As time goes by, the Champions League continues to be the most prestigious club competition in European football.
Fans of teams that have won the tournament regale whoever will listen with tales of their success, weaving it into their songs and their folklore: “We won it five times” can be heard from the Kop in Anfield, “A jamais les premiers” (Forever the first) is Marseille fans’ reminder to the rest of the country that they were the first, and so far only, French team to lift the trophy.
It is easy to see why it is so sought after. In its 62 year history, only 22 different teams have had their names etched onto the European Cup after beating the continent’s best.
In recent years, though, two clubs, in particular, have been hellbent on getting their hands on Big Ears.
Big fish in a small pond
Manchester City had never been European heavyweights until their investment from the United Arab Emirates was secured. Now, with Pep Guardiola at the helm, their chances of winning the Champions League seem better than ever. Domestically, they have succeeded too, dominating the Premier League to the extent that they could tie up the title in the early weeks of April.

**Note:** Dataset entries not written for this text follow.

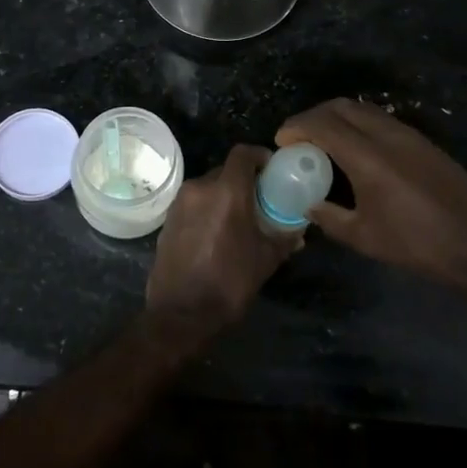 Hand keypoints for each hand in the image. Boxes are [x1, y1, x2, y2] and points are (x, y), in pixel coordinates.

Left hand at [147, 145, 299, 329]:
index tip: (271, 169)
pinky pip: (193, 203)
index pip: (242, 153)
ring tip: (237, 219)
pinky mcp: (167, 220)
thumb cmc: (229, 282)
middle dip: (242, 180)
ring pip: (207, 187)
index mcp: (226, 191)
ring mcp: (180, 203)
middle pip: (225, 170)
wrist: (181, 313)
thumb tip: (298, 230)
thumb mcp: (265, 260)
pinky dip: (206, 209)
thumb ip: (284, 238)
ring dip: (223, 195)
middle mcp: (200, 188)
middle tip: (258, 199)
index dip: (259, 156)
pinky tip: (215, 233)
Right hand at [276, 98, 466, 286]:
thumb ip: (330, 218)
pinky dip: (358, 124)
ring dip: (337, 117)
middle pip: (341, 106)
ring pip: (363, 109)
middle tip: (298, 137)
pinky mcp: (424, 142)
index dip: (297, 127)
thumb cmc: (420, 245)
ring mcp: (409, 135)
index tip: (281, 141)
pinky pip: (381, 120)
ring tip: (323, 142)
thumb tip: (309, 205)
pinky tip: (356, 151)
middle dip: (313, 115)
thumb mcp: (365, 238)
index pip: (322, 124)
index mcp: (368, 156)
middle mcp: (387, 134) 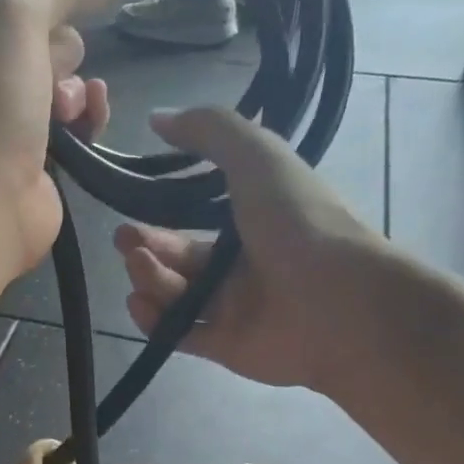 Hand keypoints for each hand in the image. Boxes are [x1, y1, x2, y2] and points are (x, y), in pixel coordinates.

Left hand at [0, 0, 123, 271]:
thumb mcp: (13, 17)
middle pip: (39, 36)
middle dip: (59, 44)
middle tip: (53, 66)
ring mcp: (10, 124)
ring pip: (63, 80)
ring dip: (77, 85)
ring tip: (66, 107)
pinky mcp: (40, 161)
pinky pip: (76, 125)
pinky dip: (89, 118)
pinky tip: (92, 119)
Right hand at [116, 107, 395, 390]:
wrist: (339, 303)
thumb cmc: (299, 223)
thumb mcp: (258, 157)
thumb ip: (211, 130)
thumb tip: (157, 117)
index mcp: (253, 222)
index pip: (196, 220)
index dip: (162, 215)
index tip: (130, 208)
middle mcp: (240, 266)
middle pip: (179, 259)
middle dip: (146, 249)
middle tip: (124, 242)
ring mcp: (232, 309)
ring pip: (174, 296)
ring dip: (148, 279)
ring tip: (138, 268)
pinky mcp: (224, 347)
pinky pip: (178, 333)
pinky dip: (155, 321)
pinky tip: (140, 305) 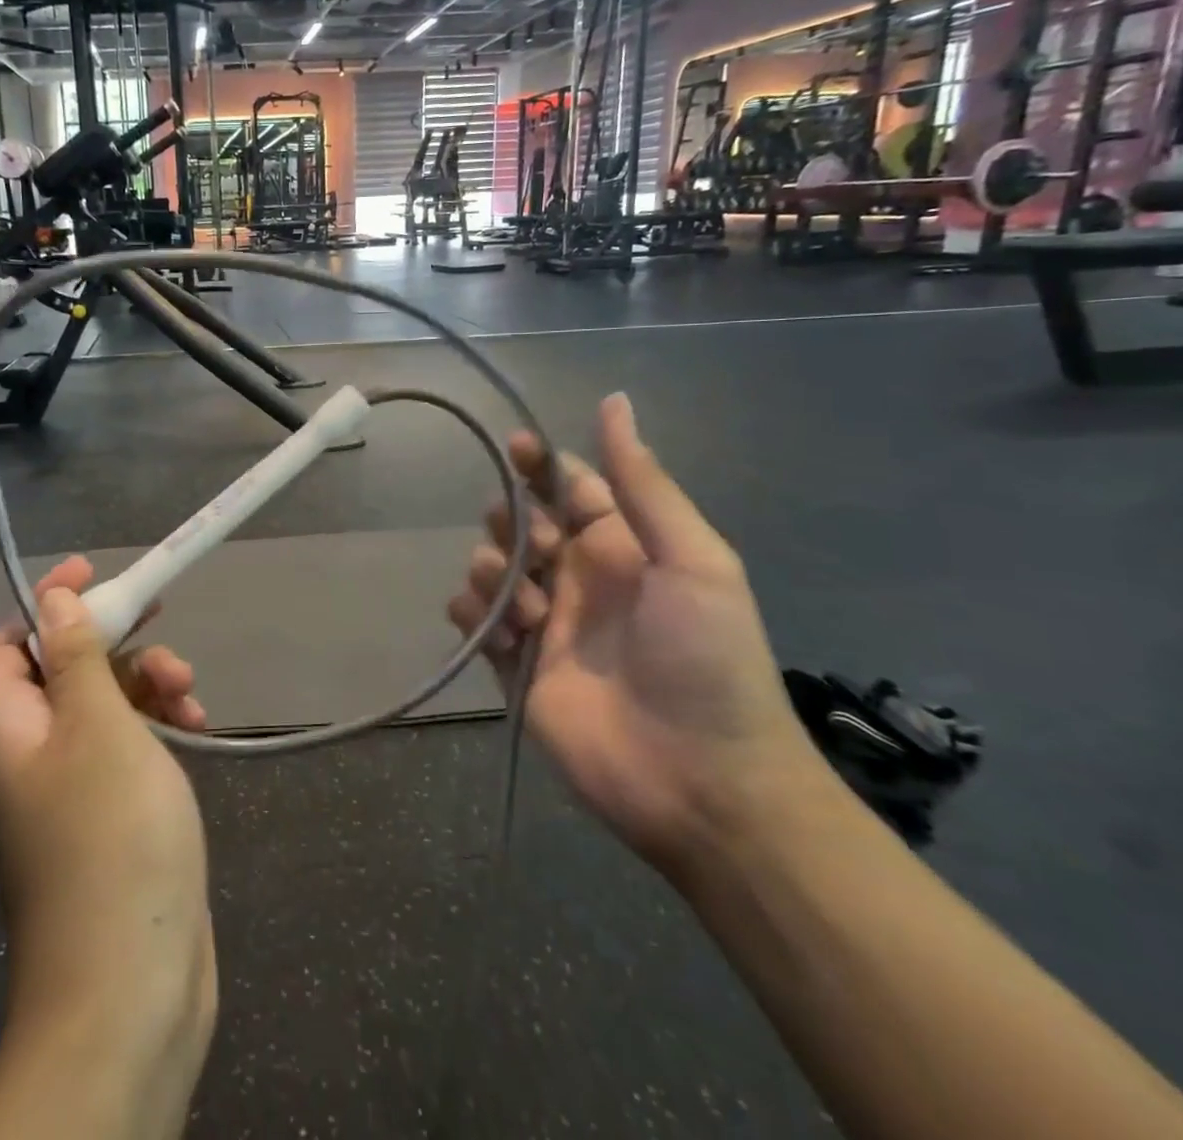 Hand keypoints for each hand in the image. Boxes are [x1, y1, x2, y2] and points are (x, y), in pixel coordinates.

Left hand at [0, 558, 215, 1112]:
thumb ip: (77, 656)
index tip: (96, 573)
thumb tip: (52, 598)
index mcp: (11, 730)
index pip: (10, 645)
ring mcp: (75, 790)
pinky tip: (197, 724)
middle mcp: (35, 755)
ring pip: (105, 707)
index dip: (47, 604)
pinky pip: (130, 748)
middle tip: (160, 617)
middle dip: (113, 640)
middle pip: (65, 670)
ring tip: (188, 687)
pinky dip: (160, 726)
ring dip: (146, 683)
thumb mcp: (98, 727)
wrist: (131, 988)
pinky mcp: (114, 817)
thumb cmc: (111, 838)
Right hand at [449, 393, 824, 872]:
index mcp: (621, 546)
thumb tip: (614, 401)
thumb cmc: (708, 660)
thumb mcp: (692, 559)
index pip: (567, 487)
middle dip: (511, 520)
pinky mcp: (514, 663)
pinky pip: (474, 618)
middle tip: (533, 546)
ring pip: (489, 567)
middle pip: (519, 523)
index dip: (538, 463)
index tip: (515, 445)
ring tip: (530, 609)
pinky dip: (476, 615)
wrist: (702, 781)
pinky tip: (504, 634)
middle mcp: (577, 576)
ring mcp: (543, 621)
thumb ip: (643, 483)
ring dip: (495, 571) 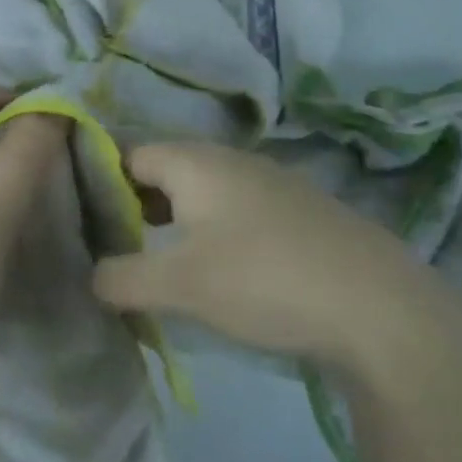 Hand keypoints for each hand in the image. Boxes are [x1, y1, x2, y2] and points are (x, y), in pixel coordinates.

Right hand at [94, 142, 460, 382]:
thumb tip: (93, 276)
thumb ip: (123, 278)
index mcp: (197, 163)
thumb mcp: (181, 285)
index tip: (82, 222)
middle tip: (114, 247)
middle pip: (166, 170)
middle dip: (136, 205)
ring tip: (158, 262)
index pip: (130, 153)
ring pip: (203, 191)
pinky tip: (218, 269)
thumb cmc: (265, 280)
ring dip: (175, 220)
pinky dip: (212, 231)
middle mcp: (232, 160)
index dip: (100, 182)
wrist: (379, 307)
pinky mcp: (299, 212)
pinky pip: (236, 210)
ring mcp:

Across the English Channel lies the other team desperate for success in Europe. Paris Saint Germain have Middle Eastern owners similar to Manchester City, but their obsession with the Champions League perhaps goes one step further.
Following Real Madrid’s first leg comeback 3-1 win at home to PSG, academy product Adrien Rabiot was quoted as saying “It’s all good and well putting eight goals past Dijon, but it’s in these matches where you have to make it count.”

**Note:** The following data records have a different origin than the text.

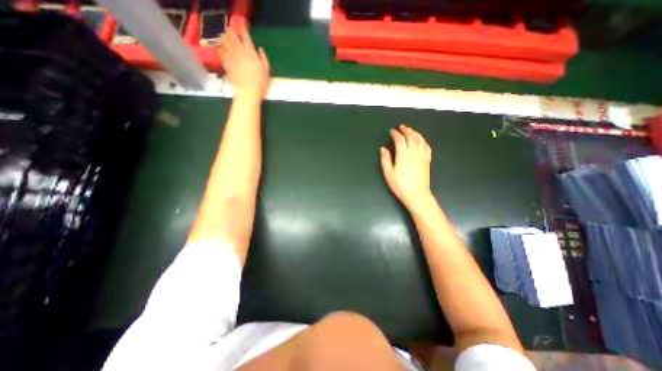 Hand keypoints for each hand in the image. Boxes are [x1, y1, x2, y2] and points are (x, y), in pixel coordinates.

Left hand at [221, 27, 269, 96]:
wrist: (248, 91)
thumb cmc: (260, 83)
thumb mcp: (266, 71)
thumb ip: (263, 58)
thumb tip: (260, 49)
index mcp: (251, 52)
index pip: (246, 37)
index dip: (243, 31)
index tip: (242, 28)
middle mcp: (239, 51)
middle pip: (232, 36)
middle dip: (231, 32)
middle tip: (230, 30)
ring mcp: (231, 56)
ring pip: (224, 41)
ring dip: (224, 38)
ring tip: (224, 36)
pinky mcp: (226, 63)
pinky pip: (221, 52)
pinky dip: (221, 48)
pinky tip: (222, 49)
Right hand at [378, 125, 434, 211]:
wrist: (417, 195)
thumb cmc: (400, 185)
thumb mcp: (388, 174)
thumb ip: (385, 159)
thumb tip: (383, 148)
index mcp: (403, 155)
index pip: (400, 139)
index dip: (395, 134)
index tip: (392, 131)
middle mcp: (414, 152)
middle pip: (412, 136)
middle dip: (406, 130)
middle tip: (401, 127)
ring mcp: (422, 155)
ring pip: (420, 139)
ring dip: (415, 133)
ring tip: (410, 130)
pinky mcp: (427, 160)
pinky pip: (426, 146)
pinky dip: (423, 140)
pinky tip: (420, 140) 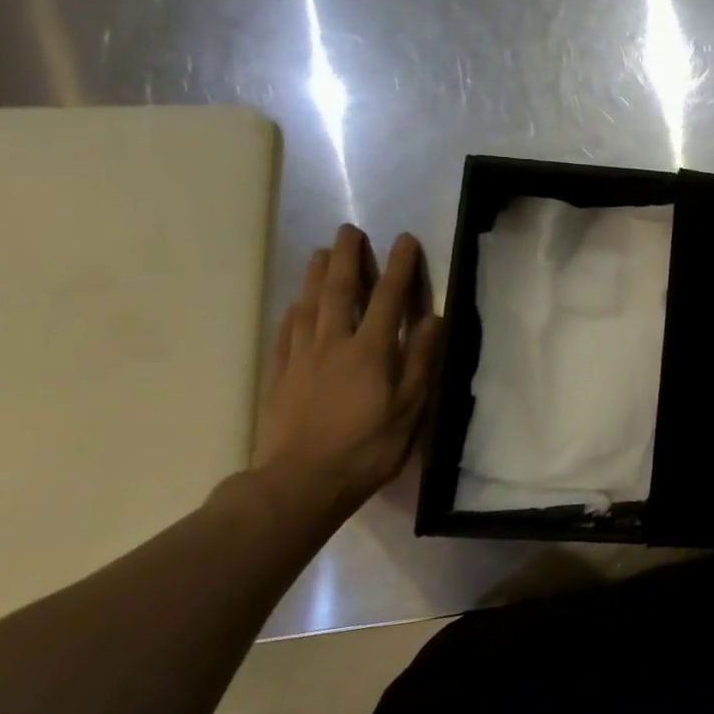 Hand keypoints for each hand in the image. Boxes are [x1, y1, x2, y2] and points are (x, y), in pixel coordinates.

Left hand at [252, 225, 441, 516]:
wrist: (301, 482)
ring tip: (321, 253)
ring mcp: (301, 358)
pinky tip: (295, 305)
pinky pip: (286, 333)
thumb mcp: (410, 408)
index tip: (404, 239)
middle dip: (348, 258)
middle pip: (340, 291)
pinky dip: (293, 312)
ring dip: (317, 276)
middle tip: (349, 231)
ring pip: (308, 306)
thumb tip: (433, 318)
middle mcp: (333, 344)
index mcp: (370, 351)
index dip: (399, 267)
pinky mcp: (279, 376)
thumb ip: (421, 360)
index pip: (388, 298)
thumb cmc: (368, 447) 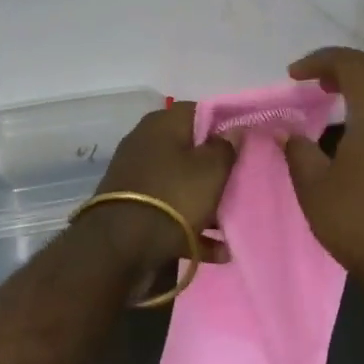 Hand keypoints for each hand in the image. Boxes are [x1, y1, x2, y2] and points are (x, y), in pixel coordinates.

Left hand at [90, 102, 235, 273]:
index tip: (244, 144)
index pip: (198, 111)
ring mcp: (136, 175)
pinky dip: (191, 226)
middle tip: (240, 184)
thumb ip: (225, 147)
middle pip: (189, 149)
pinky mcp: (132, 206)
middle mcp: (145, 142)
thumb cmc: (173, 196)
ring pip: (180, 182)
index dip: (224, 125)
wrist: (120, 246)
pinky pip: (169, 210)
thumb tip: (233, 129)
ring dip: (206, 203)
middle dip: (215, 169)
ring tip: (232, 225)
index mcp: (162, 124)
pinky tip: (217, 251)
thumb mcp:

Rabiot’s comments are indicative of not only the club’s ambition in Europe but also the near disregard for their own domestic league. Ultimately, PSG can be seen as a failure even if they dominate Ligue 1. The Champions League is put on a pedestal by the Parisians and their entire season revolves around it. It is their Holy Grail.
Laurent Blanc: harshly dismissed
Before Unai Emery arrived at the Parc des Princes, Laurent Blanc managed the team for three seasons between 2013 and 2016, winning the domestic treble in two of the campaigns and a league-cup double in the other.
This success was still not enough to sate the appetite of club president Nasser Al-Khelaifi, who sacked him in the summer of 2016 describing the season as a failure due to a quarterfinal exit from the Champions League.
It would be near impossible to find someone as dominant domestically as Blanc had been and so, in due course, Al-Khelaifi’s attention turned to a manager with success in European competition.
Emery had just won his third successive Europa League with Sevilla and, while this wasn’t success at the highest level, it seemed to be enough to convince the board.
Unai Emery: The Final Countdown
Following the now-famous comeback from Barcelona against PSG in the Round of 16 last season, Spanish manager Emery has been under enormous pressure from his club. Whilst it is true that Monaco won the league in France last year, with PSG in second place, the main concern since the Qatari takeover has not been the domestic performance of the club but its place at the top table of European football.
Last season’s catastrophe in Europe provided an early motivator this year - Neymar and Co. scored 25 goals in their first six games, setting a new record for the group stage. However, current holders Real Madrid dispatched them relatively comfortably 5-2 over the two legs in the last 16. PSG just seem unable to produce the goods against the best in Europe, and unfortunately for Emery, that’s exactly what his employers are looking for.
As a result, it looks like he could emulate Blanc’s final season at the club at the moment. PSG face Monaco in the Coupe de la Ligue final at the end of March, are already in the semifinals of the Coupe de France with only lesser quality opposition remaining in the tournament, and are 14 points clear at the top of the table.
The board at Paris Saint-Germain only have themselves to blame for Emery’s appointment. With his elimination last night, Emery has now tried and failed six times to reach the quarterfinals of the Champions League. Al-Khelaifi should be eyeing up a manager who has a proven track record in the competition
Blanc won the domestic treble and reached the quarterfinals of the Champions League in 2016. The best Unai Emery can now do this season is to match his predecessor’s silverware haul. The managerial guillotine will surely fall come the summer.
For now, PSG’s quest for the Holy Grail goes on. But who will be at the helm for the next attempt?
What do you think? Will Unai Emery be sacked at the end of the season? Who will replace him if so?